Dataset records
- - -
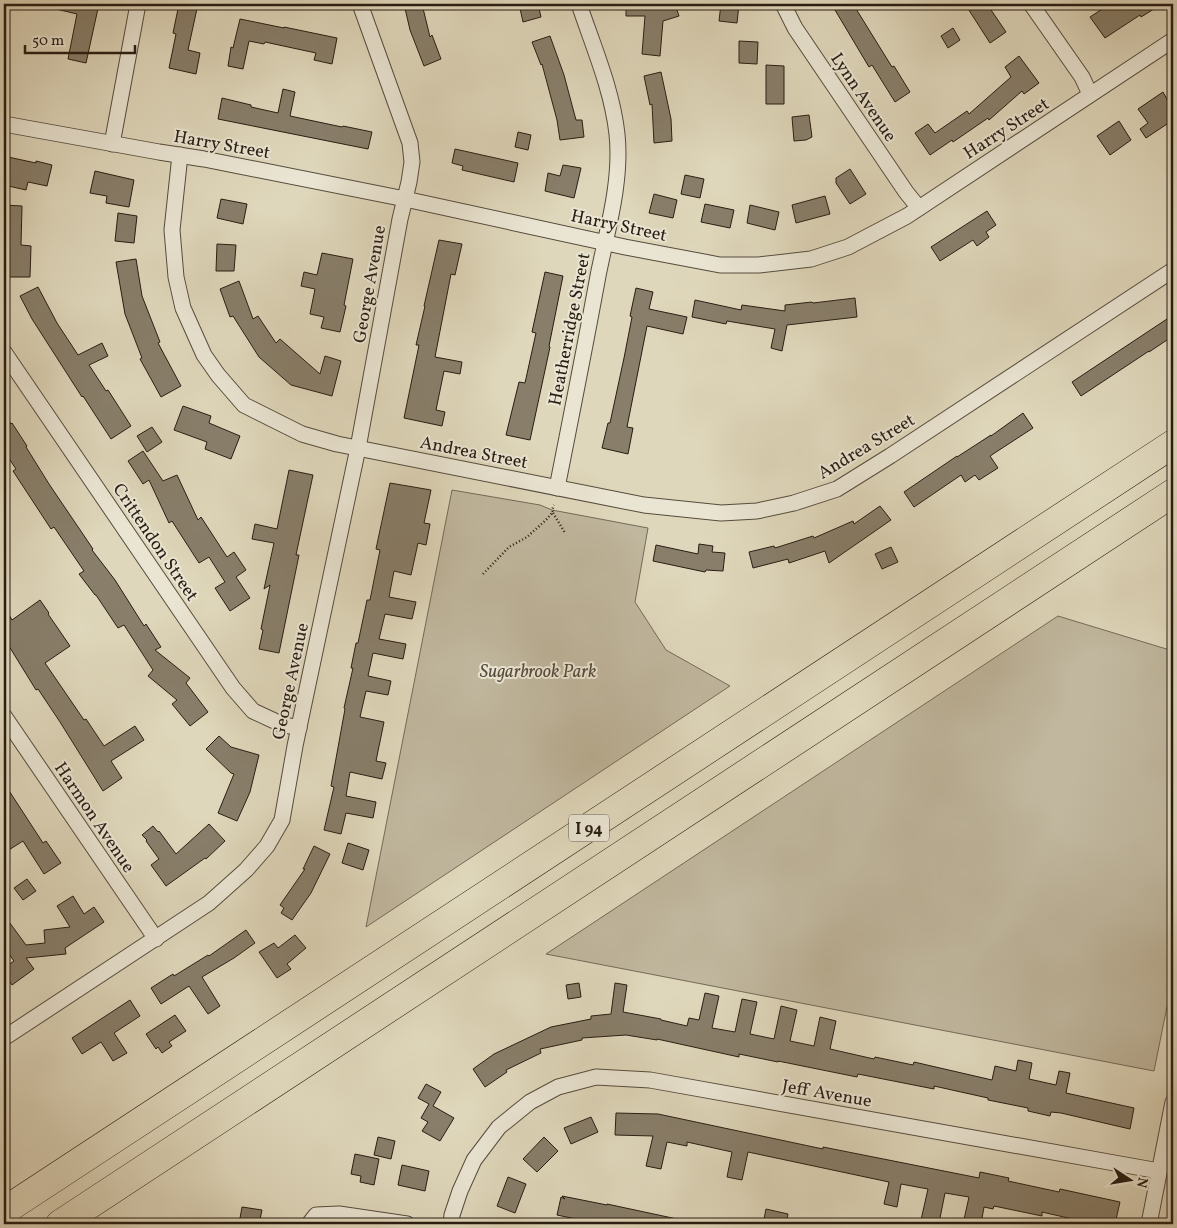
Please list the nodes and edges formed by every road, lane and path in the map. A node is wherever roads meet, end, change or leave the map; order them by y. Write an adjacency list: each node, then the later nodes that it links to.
1 (138, 4): 9 (street)
2 (360, 4): 11 (street, George Avenue)
3 (578, 4): 13 (street, Heatherridge Street)
4 (783, 4): 12 (street, Lynn Avenue)
5 (1031, 4): 7 (street)
6 (1173, 40): 7 (street, Harry Street)
7 (1090, 94): 12 (street, Harry Street)
8 (4, 124): 9 (street, Harry Street)
9 (112, 144): 10 (street, Harry Street)
10 (180, 155): 11 (street, Harry Street); 17 (street, Andrea Street)
11 (405, 199): 13 (street, Harry Street); 17 (street, George Avenue)
12 (919, 208): 13 (street, Harry Street)
13 (606, 242): 18 (street, Heatherridge Street)
14 (1173, 270): 18 (street, Andrea Street)
15 (4, 352): 25 (street, Crittendon Street)
16 (1173, 444): 30 (highway, I 94)
17 (358, 448): 18 (street, Andrea Street); 25 (street, George Avenue)
18 (557, 488)
19 (1173, 493): 31 (highway, I 94)
20 (554, 505): 21 (path)
21 (553, 512): 22 (path); 23 (path)
22 (565, 533)
23 (483, 574)
24 (4, 716): 26 (street, Harmon Avenue)
25 (299, 728): 26 (street, George Avenue)
26 (156, 939): 27 (street, George Avenue)
27 (4, 1038)
28 (1173, 1102): 29 (street)
29 (1159, 1171): 34 (street, Jeff Avenue); 35 (street)
30 (4, 1211)
31 (60, 1224)
32 (309, 1224): 33 (street)
33 (407, 1224)
34 (451, 1224)
35 (1149, 1224)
- - -
__WHAT THE TASK ASKS__
Set down each entry again exactly as written. Pictures stay out.

__RESULT__
Please list the nodes and edges formed by every road, lane and path in the map. A node is wherever roads meet, end, change or leave the map; order them by y. Write an adjacency list: each node, then the later nodes that it links to.
1 (138, 4): 9 (street)
2 (360, 4): 11 (street, George Avenue)
3 (578, 4): 13 (street, Heatherridge Street)
4 (783, 4): 12 (street, Lynn Avenue)
5 (1031, 4): 7 (street)
6 (1173, 40): 7 (street, Harry Street)
7 (1090, 94): 12 (street, Harry Street)
8 (4, 124): 9 (street, Harry Street)
9 (112, 144): 10 (street, Harry Street)
10 (180, 155): 11 (street, Harry Street); 17 (street, Andrea Street)
11 (405, 199): 13 (street, Harry Street); 17 (street, George Avenue)
12 (919, 208): 13 (street, Harry Street)
13 (606, 242): 18 (street, Heatherridge Street)
14 (1173, 270): 18 (street, Andrea Street)
15 (4, 352): 25 (street, Crittendon Street)
16 (1173, 444): 30 (highway, I 94)
17 (358, 448): 18 (street, Andrea Street); 25 (street, George Avenue)
18 (557, 488)
19 (1173, 493): 31 (highway, I 94)
20 (554, 505): 21 (path)
21 (553, 512): 22 (path); 23 (path)
22 (565, 533)
23 (483, 574)
24 (4, 716): 26 (street, Harmon Avenue)
25 (299, 728): 26 (street, George Avenue)
26 (156, 939): 27 (street, George Avenue)
27 (4, 1038)
28 (1173, 1102): 29 (street)
29 (1159, 1171): 34 (street, Jeff Avenue); 35 (street)
30 (4, 1211)
31 (60, 1224)
32 (309, 1224): 33 (street)
33 (407, 1224)
34 (451, 1224)
35 (1149, 1224)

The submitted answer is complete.